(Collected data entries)
####################

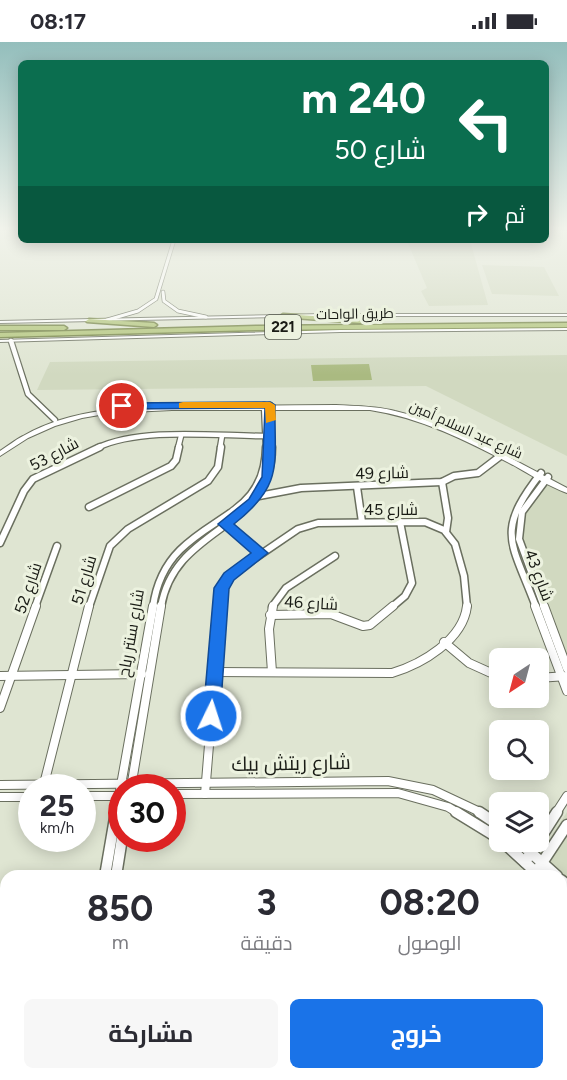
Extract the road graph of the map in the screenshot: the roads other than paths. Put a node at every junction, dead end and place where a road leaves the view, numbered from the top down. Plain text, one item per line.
1 (163, 278) edge
2 (166, 278) edge
3 (567, 315) edge
4 (283, 316) junction
5 (207, 317) junction
6 (567, 320) edge
7 (89, 321) junction
8 (102, 321) junction
9 (360, 321) junction
10 (0, 322) edge
11 (567, 324) edge
12 (154, 325) junction
13 (0, 328) edge
14 (567, 329) edge
15 (52, 334) junction
16 (0, 335) edge
17 (110, 339) junction
18 (0, 341) edge
19 (11, 341) junction
20 (267, 406) junction
21 (132, 407) junction
22 (55, 420) junction
23 (181, 436) junction
24 (222, 436) junction
25 (264, 436) junction
26 (267, 445) junction
27 (0, 452) edge
28 (499, 457) junction
29 (543, 477) junction
30 (442, 482) junction
31 (357, 487) junction
32 (567, 489) edge
33 (258, 496) junction
34 (89, 507) dead end
35 (222, 522) junction
36 (362, 522) junction
37 (400, 522) junction
38 (446, 532) junction
39 (0, 543) edge
40 (57, 546) dead end
41 (261, 553) junction
42 (335, 556) dead end
43 (270, 615) junction
44 (444, 642) junction
45 (567, 668) edge
46 (489, 671) edge
47 (215, 672) junction
48 (272, 672) junction
49 (144, 674) junction
50 (72, 675) junction
51 (0, 676) edge
52 (11, 676) junction
53 (564, 676) edge
54 (549, 677) edge
55 (567, 691) edge
56 (0, 708) edge
57 (47, 774) edge
58 (123, 774) edge
59 (132, 774) edge
60 (206, 782) junction
61 (186, 783) edge
62 (0, 785) edge
63 (18, 785) edge
64 (205, 794) junction
65 (186, 795) edge
66 (567, 796) edge
67 (0, 797) edge
68 (18, 797) edge
69 (489, 819) edge
70 (567, 825) edge
71 (489, 832) edge
72 (110, 852) edge
73 (120, 852) edge
74 (514, 852) edge
75 (532, 853) junction
76 (525, 862) junction
77 (543, 862) junction
78 (106, 870) edge
79 (117, 870) edge
80 (534, 870) edge
81 (540, 870) edge
82 (551, 870) edge

1 - 8 street
2 - 5 street
3 - 4 street
4 - 5 street
4 - 9 highway
5 - 8 street
6 - 9 highway, طريق الواحات / 221
7 - 8 street
7 - 10 street
7 - 12 highway
9 - 12 highway, طريق الواحات / 221
11 - 15 highway, طريق الواحات / 221
12 - 13 highway, طريق الواحات / 221
14 - 17 street
15 - 16 highway, طريق الواحات / 221
15 - 17 highway
17 - 19 street
18 - 19 street
19 - 22 street
20 - 21 street, شارع عبد السلام أمين
20 - 25 street, شارع سنتر رباح
20 - 26 street, شارع سنتر رباح
20 - 28 street, شارع عبد السلام أمين
20 - 29 street, شارع عبد السلام أمين
21 - 22 street, شارع عبد السلام أمين
21 - 27 street, شارع عبد السلام أمين
22 - 27 street, شارع عبد السلام أمين
23 - 24 street, شارع 53
23 - 34 street
23 - 39 street, شارع 53
24 - 25 street, شارع 53
24 - 50 street, شارع 51
25 - 26 street, شارع سنتر رباح
26 - 33 street, شارع سنتر رباح
26 - 35 street, شارع سنتر رباح
28 - 29 street, شارع عبد السلام أمين
28 - 30 street, شارع 49
29 - 32 street, شارع عبد السلام أمين
29 - 45 street, شارع 43
29 - 53 street, شارع 43
30 - 31 street, شارع 49
30 - 38 street
31 - 33 street, شارع 49
31 - 36 street
33 - 35 street, شارع سنتر رباح
35 - 41 street
35 - 49 street, شارع سنتر رباح
36 - 37 street, شارع 45
36 - 41 street, شارع 45
37 - 38 street, شارع 45
37 - 43 street, شارع 46
38 - 44 street
40 - 52 street, شارع 52
41 - 47 street, شارع 45
42 - 43 street
43 - 48 street
44 - 46 street
44 - 48 street
47 - 48 street
47 - 60 street, شارع 45
49 - 50 street
49 - 58 street, شارع سنتر رباح
49 - 59 street, شارع سنتر رباح
50 - 52 street
50 - 57 street, شارع 51
51 - 52 street
52 - 56 street, شارع 52
53 - 54 street
53 - 55 street, شارع 43
60 - 61 street, شارع ريتش بيك
60 - 64 street, شارع 45
60 - 69 street, شارع ريتش بيك
62 - 63 street, شارع ريتش بيك
64 - 65 street, شارع ريتش بيك
64 - 71 street, شارع ريتش بيك
66 - 75 street
67 - 68 street
70 - 77 street
72 - 78 street, شارع سنتر رباح
73 - 79 street
74 - 76 street, شارع ريتش بيك
75 - 76 street
75 - 77 street
76 - 80 street, شارع ريتش بيك
77 - 81 street
77 - 82 street

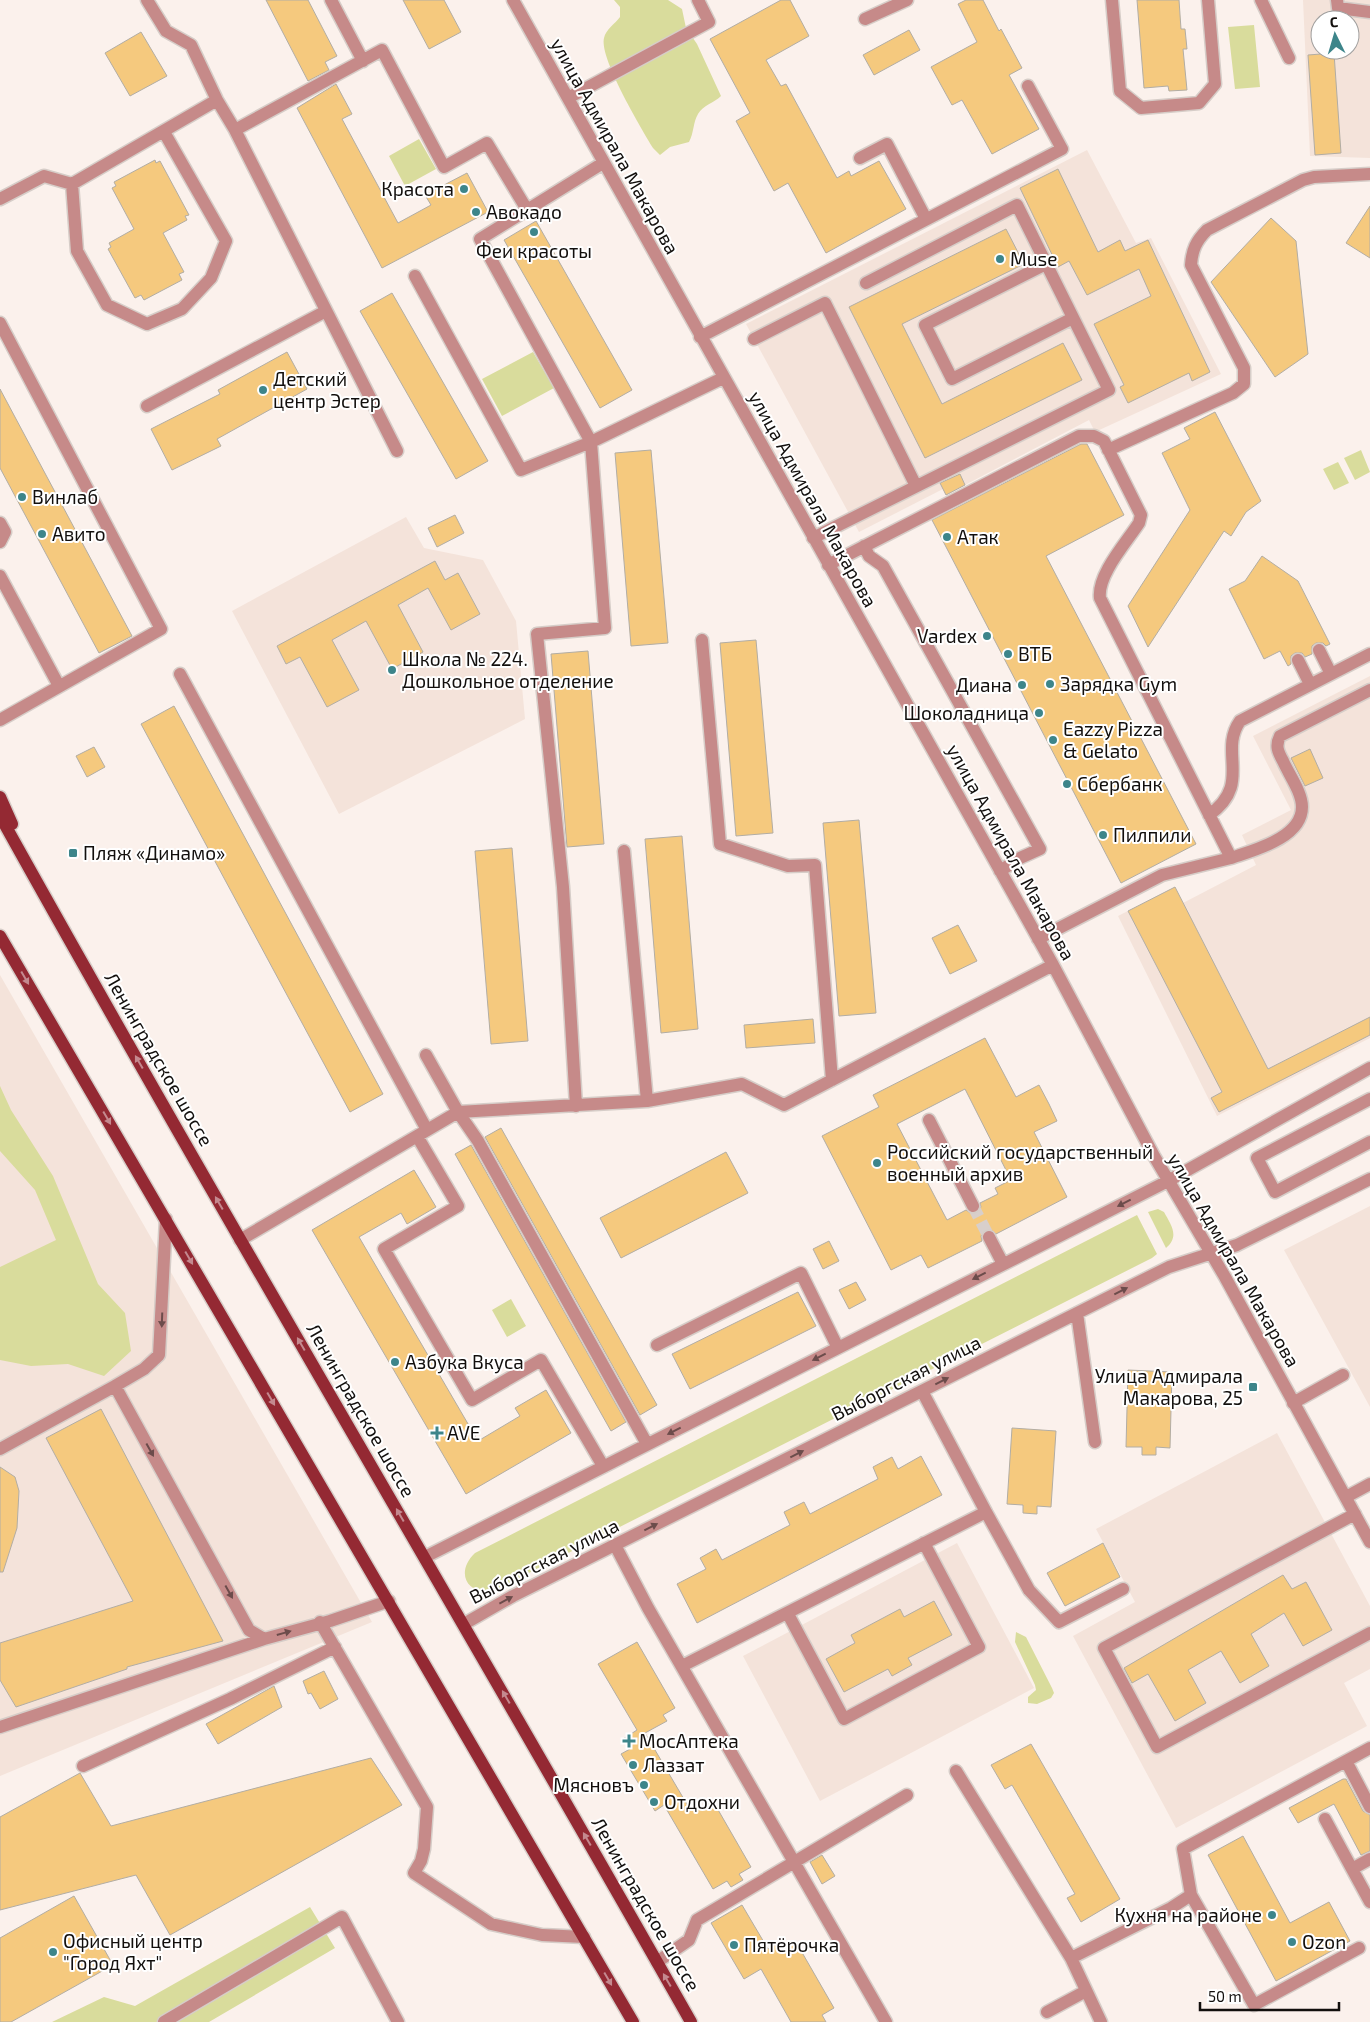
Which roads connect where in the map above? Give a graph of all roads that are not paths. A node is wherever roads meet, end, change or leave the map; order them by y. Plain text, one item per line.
1 (147, 0) edge
2 (331, 0) edge
3 (513, 0) edge
4 (698, 0) edge
5 (907, 0) edge
6 (1112, 0) edge
7 (1208, 0) edge
8 (1261, 0) edge
9 (1337, 0) edge
10 (887, 2) edge
11 (1370, 12) edge
12 (865, 19) dead end
13 (1289, 58) dead end
14 (363, 61) junction
15 (1028, 86) dead end
16 (568, 98) junction
17 (217, 100) junction
18 (235, 130) junction
19 (164, 132) junction
20 (860, 158) dead end
21 (603, 163) junction
22 (1370, 174) edge
23 (72, 184) junction
24 (0, 199) edge
25 (526, 208) junction
26 (926, 219) junction
27 (1046, 264) junction
28 (415, 276) dead end
29 (866, 283) dead end
30 (326, 311) junction
31 (1073, 318) junction
32 (0, 323) edge
33 (700, 337) junction
34 (754, 339) dead end
35 (724, 378) junction
36 (147, 406) dead end
37 (591, 442) junction
38 (1108, 450) junction
39 (397, 451) dead end
40 (916, 486) junction
41 (0, 522) edge
42 (813, 538) junction
43 (0, 542) edge
44 (864, 546) junction
45 (828, 565) junction
46 (0, 576) edge
47 (702, 640) dead end
48 (1320, 650) dead end
49 (1370, 654) edge
50 (1298, 660) dead end
51 (180, 674) dead end
52 (1331, 674) junction
53 (1310, 684) junction
54 (59, 686) junction
55 (1370, 690) edge
56 (0, 720) edge
57 (0, 796) edge
58 (1210, 815) junction
59 (0, 816) edge
60 (624, 851) dead end
61 (1231, 858) junction
62 (1000, 871) junction
63 (36, 882) junction
64 (0, 936) edge
65 (1038, 939) junction
66 (1053, 965) junction
67 (426, 1055) dead end
68 (1370, 1068) edge
69 (832, 1080) junction
70 (1370, 1099) edge
71 (646, 1101) junction
72 (576, 1106) junction
73 (458, 1112) junction
74 (929, 1120) dead end
75 (422, 1133) junction
76 (1370, 1142) edge
77 (1370, 1179) edge
78 (1168, 1181) junction
79 (973, 1206) tunnel mouth
80 (166, 1219) junction
81 (989, 1237) tunnel mouth
82 (240, 1240) junction
83 (1211, 1255) junction
84 (1003, 1264) junction
85 (1077, 1313) junction
86 (657, 1345) dead end
87 (838, 1348) junction
88 (1343, 1375) dead end
89 (115, 1386) junction
90 (922, 1391) junction
91 (1294, 1403) junction
92 (1094, 1442) dead end
93 (647, 1444) junction
94 (0, 1448) edge
95 (603, 1466) junction
96 (1370, 1484) edge
97 (1346, 1497) junction
98 (986, 1512) junction
99 (1355, 1514) junction
100 (1370, 1542) edge
101 (924, 1543) junction
102 (615, 1545) junction
103 (425, 1557) junction
104 (1123, 1589) dead end
105 (389, 1602) junction
106 (788, 1614) junction
107 (320, 1622) junction
108 (464, 1624) junction
109 (1370, 1633) edge
110 (264, 1638) junction
111 (335, 1647) junction
112 (682, 1666) junction
113 (0, 1727) edge
114 (1370, 1748) edge
115 (1346, 1761) junction
116 (84, 1766) dead end
117 (956, 1771) dead end
118 (907, 1795) dead end
119 (1370, 1807) edge
120 (1325, 1819) dead end
121 (1370, 1859) edge
122 (795, 1862) junction
123 (1352, 1869) junction
124 (1191, 1895) junction
125 (1370, 1902) edge
126 (584, 1937) junction
127 (1359, 1948) dead end
128 (1071, 1958) junction
129 (657, 1962) junction
130 (1086, 1991) junction
131 (1047, 2012) dead end
132 (164, 2022) edge
133 (398, 2022) edge
134 (633, 2022) edge
135 (691, 2022) edge
136 (886, 2022) edge
137 (1101, 2022) edge

1 - 17 street
2 - 14 street
3 - 16 street, улица Адмирала Макарова
4 - 16 street
5 - 10 street
6 - 7 street
8 - 13 street
9 - 11 street
10 - 12 street
14 - 18 street
14 - 25 street
15 - 26 street
16 - 21 street, улица Адмирала Макарова
17 - 18 street
17 - 19 street
18 - 30 street
19 - 23 street
19 - 23 street
20 - 26 street
21 - 25 street
21 - 33 street, улица Адмирала Макарова
22 - 38 street
23 - 24 street
25 - 37 street
26 - 33 street
27 - 29 street
27 - 31 street
27 - 31 street
28 - 37 street
30 - 36 street
30 - 39 street
31 - 40 street
32 - 54 street
33 - 35 street, улица Адмирала Макарова
34 - 40 street
35 - 37 street
35 - 42 street, улица Адмирала Макарова
37 - 72 street
38 - 44 street
38 - 58 street
40 - 42 street
41 - 43 street
42 - 45 street, улица Адмирала Макарова
44 - 45 street
44 - 62 street
45 - 62 street, улица Адмирала Макарова
46 - 54 street
47 - 69 street
48 - 52 street
49 - 52 street
50 - 53 street
51 - 75 street
52 - 53 street
53 - 58 street
54 - 56 street
55 - 61 street
57 - 63 main road
58 - 61 street
59 - 63 main road, Ленинградское шоссе
60 - 71 street
61 - 65 street
62 - 65 street, улица Адмирала Макарова
82 -> 63 main road, Ленинградское шоссе
64 -> 80 main road
65 - 66 street, улица Адмирала Макарова
66 - 69 street
66 - 78 street, улица Адмирала Макарова
67 - 73 street
68 - 78 street
69 - 71 street
70 - 76 street
71 - 72 street
72 - 73 street
73 - 75 street
73 - 93 street
74 - 79 street
75 - 82 street
75 - 95 street
77 - 83 street, Выборгская улица
78 - 83 street, улица Адмирала Макарова
78 -> 84 street
80 -> 89 street
80 -> 105 main road
81 - 84 street
103 -> 82 main road, Ленинградское шоссе
85 -> 83 street, Выборгская улица
83 - 91 street, улица Адмирала Макарова
84 -> 87 street
90 -> 85 street, Выборгская улица
85 - 92 street
86 - 87 street
87 -> 93 street
88 - 91 street
89 - 94 street
89 -> 110 street
90 - 98 street
102 -> 90 street, Выборгская улица
91 - 97 street, улица Адмирала Макарова
93 - 95 street
95 - 103 street
96 - 97 street
97 - 99 street, улица Адмирала Макарова
98 - 101 street
98 - 104 street
99 - 100 street, улица Адмирала Макарова
99 - 109 street
101 - 106 street
101 - 106 street
108 -> 102 street, Выборгская улица
102 - 112 street
103 - 108 main road, Ленинградское шоссе
105 - 107 street
105 - 126 main road
106 - 112 street
110 -> 107 street
107 - 111 street
129 -> 108 main road, Ленинградское шоссе
110 - 113 street
111 - 116 street
111 - 126 street
112 - 122 street
114 - 115 street
115 - 119 street
115 - 124 street
117 - 128 street
118 - 122 street
120 - 123 street
121 - 123 street
122 - 129 street
122 - 136 street
123 - 125 street
124 - 127 street
124 - 128 street
126 -> 134 main road
128 - 130 street
135 -> 129 main road, Ленинградское шоссе
130 - 131 street
130 - 137 street
132 - 133 street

####################

What to do: Go through the data above and return each line containing the string "Выборгская".

Your response:
77 - 83 street, Выборгская улица
85 -> 83 street, Выборгская улица
90 -> 85 street, Выборгская улица
102 -> 90 street, Выборгская улица
108 -> 102 street, Выборгская улица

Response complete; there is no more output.